Nesse caminho, Jesus se revela um entendedor primitivo de uma teologia inédita. Mesmo porque, às vésperas do advento do cristianismo, a ideia da divindade e da estrutura da criação e do desenvolvimento espiritual ainda é uma incógnita. O filme de Scorsese não tem textos gratuitos ou desnecessários. A construção do homem, essencialmente nietzscheano, passa seguramente pela dúvida. O Jesus, muito bem executado por Willem Dafoe, é um representante do super-homem em construção. É, solidamente, um elo entre a besta e o santo. A segurança na direção, às vezes com pequenos exageros que não incomodam, mas transferem uma aura mística necessária, fantástica e mágica para Jesus, produz momentos de conflito entre empatia e ódio. Tudo isso muito fundamentado na subversão à ideia pré-definida do Jesus bíblico, muito diferente em tudo da versão histórica bem investigada por pesquisadores como, por exemplo, Bart Ehrman, que garante que a ideia de Jesus é a de um profeta do Apocalipse. Coisa que Scorsese também consegue colocar, com respeito ao mito ficcional construído com maestria por Kazantzakis. Essa mistura, elaborada numa forja de sensações pessimistas e intimistas do autor, funciona, pois arremessa o Jesus místico ao nível de um homem, com todas as fragilidades impostas pela efemeridade da carne.

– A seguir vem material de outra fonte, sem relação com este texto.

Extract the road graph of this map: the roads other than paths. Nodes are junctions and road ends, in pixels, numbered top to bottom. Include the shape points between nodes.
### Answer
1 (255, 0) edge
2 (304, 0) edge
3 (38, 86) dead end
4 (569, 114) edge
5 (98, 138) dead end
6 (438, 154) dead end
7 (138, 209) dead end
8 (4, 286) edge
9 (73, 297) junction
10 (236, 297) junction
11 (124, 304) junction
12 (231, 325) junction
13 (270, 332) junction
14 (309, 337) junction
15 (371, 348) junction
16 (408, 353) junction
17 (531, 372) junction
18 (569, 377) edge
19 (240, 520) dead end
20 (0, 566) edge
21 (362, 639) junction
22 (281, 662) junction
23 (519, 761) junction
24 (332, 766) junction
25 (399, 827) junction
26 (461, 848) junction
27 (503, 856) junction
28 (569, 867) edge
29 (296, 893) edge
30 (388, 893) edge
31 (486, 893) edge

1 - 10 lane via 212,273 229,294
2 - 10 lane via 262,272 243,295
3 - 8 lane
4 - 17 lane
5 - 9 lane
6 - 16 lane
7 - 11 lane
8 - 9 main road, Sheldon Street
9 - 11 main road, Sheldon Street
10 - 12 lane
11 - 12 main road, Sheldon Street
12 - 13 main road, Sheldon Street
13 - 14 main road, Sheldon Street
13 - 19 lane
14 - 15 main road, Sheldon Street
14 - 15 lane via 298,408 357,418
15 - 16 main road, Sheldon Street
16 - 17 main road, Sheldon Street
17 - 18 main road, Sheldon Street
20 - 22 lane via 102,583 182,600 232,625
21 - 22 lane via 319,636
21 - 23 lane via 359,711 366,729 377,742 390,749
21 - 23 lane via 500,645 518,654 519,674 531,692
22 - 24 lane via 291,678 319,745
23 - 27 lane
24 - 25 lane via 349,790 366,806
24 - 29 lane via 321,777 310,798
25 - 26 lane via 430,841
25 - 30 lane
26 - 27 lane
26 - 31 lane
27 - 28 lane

A incerteza sobre as possibilidades para Deus é uma das rotas escolhidas por Scorsese para explorar a evolução compreensiva de Jesus sobre sua função. Que é, segundo sua percepção, a função de todos. Em certa altura, Jesus conversa sobre a divindade, depois de um maravilhoso discurso sobre a morte, elaborado para compor uma cena profundamente inspirada, do velório de um ancião, cuja procissão de acompanhantes do corpo penetra em uma tempestade fúnebre de poeira e tristeza, comoventes. Pouco antes do velho asceta ser enterrado, ele faz uma aparição profética para Jesus, o que faz com que ele seja reconhecido como uma espécie de escolhido pela comunidade de eremitas que se isolaram no deserto para purificação. As questões feitas para Jesus, que necessitam uma interpretação teológica, são feitas para revelar a natureza de Deus. Mas Jesus não tem resposta e questiona a sua própria fidelidade a Deus, com base em seus pensamentos mundanos. Ou seja, há uma construção teológica, uma semente germinando no sentido do entendimento religioso primitivo.

Kazantzakis/Scorsese elevam seu Jesus de um ponto ínfimo na borda da incerteza para um homem que sente sua relação com a natureza sendo ceifada à medida que desmistifica Deus e estrutura uma teologia apocalíptica da autodestruição em nome de uma renovação pragmática de um povo que está em vias de destruição. Pelo menos do ponto de vista da salvação eterna. Ao entrar na mente do autor e retirar seu sentimento mais profundo, Scorsese garante que a frase final do prólogo do livro “A Última Tentação” seja totalmente garantida: “Este livro não é uma biografia; é a confissão de todos os homens que lutam. Ao publicá-lo, estou cumprindo meu dever, o dever de alguém que muito lutou, que foi muito amargurado pela vida e que nutriu muitas esperanças. Tenho certeza de que todos os homens livres que lerem este livro, tão repleto de amor como é, amarão a Cristo mais do que antes, com um amor mais profundo do que antes”. Troque livro por filme e você verá: Scorsese é Kazantzakis.